Extracted records START

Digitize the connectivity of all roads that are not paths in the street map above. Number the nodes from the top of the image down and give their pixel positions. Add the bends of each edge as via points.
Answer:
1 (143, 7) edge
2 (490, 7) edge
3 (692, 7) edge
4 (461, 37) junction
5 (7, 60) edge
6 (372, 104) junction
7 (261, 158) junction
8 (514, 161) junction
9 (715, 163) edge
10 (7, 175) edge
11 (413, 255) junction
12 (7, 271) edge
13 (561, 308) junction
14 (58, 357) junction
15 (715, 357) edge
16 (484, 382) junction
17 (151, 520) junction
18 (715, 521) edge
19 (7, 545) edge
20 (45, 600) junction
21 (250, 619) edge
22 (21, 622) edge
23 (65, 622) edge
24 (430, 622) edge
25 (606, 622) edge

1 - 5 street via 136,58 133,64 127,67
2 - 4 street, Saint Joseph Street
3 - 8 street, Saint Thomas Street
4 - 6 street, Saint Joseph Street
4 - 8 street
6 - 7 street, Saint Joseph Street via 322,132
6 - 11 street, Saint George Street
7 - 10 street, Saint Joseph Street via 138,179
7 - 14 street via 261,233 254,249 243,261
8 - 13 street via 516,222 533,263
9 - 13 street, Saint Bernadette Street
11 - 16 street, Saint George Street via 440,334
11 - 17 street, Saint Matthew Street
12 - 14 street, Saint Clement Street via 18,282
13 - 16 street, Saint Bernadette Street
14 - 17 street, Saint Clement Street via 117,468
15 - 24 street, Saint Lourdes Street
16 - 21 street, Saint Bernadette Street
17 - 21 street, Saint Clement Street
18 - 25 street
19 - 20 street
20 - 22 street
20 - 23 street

Extracted records END

_Your instructions_. Set all the entries above down again exactly.

_Written solution_.
Digitize the connectivity of all roads that are not paths in the street map above. Number the nodes from the top of the image down and give their pixel positions. Add the bends of each edge as via points.
Answer:
1 (143, 7) edge
2 (490, 7) edge
3 (692, 7) edge
4 (461, 37) junction
5 (7, 60) edge
6 (372, 104) junction
7 (261, 158) junction
8 (514, 161) junction
9 (715, 163) edge
10 (7, 175) edge
11 (413, 255) junction
12 (7, 271) edge
13 (561, 308) junction
14 (58, 357) junction
15 (715, 357) edge
16 (484, 382) junction
17 (151, 520) junction
18 (715, 521) edge
19 (7, 545) edge
20 (45, 600) junction
21 (250, 619) edge
22 (21, 622) edge
23 (65, 622) edge
24 (430, 622) edge
25 (606, 622) edge

1 - 5 street via 136,58 133,64 127,67
2 - 4 street, Saint Joseph Street
3 - 8 street, Saint Thomas Street
4 - 6 street, Saint Joseph Street
4 - 8 street
6 - 7 street, Saint Joseph Street via 322,132
6 - 11 street, Saint George Street
7 - 10 street, Saint Joseph Street via 138,179
7 - 14 street via 261,233 254,249 243,261
8 - 13 street via 516,222 533,263
9 - 13 street, Saint Bernadette Street
11 - 16 street, Saint George Street via 440,334
11 - 17 street, Saint Matthew Street
12 - 14 street, Saint Clement Street via 18,282
13 - 16 street, Saint Bernadette Street
14 - 17 street, Saint Clement Street via 117,468
15 - 24 street, Saint Lourdes Street
16 - 21 street, Saint Bernadette Street
17 - 21 street, Saint Clement Street
18 - 25 street
19 - 20 street
20 - 22 street
20 - 23 street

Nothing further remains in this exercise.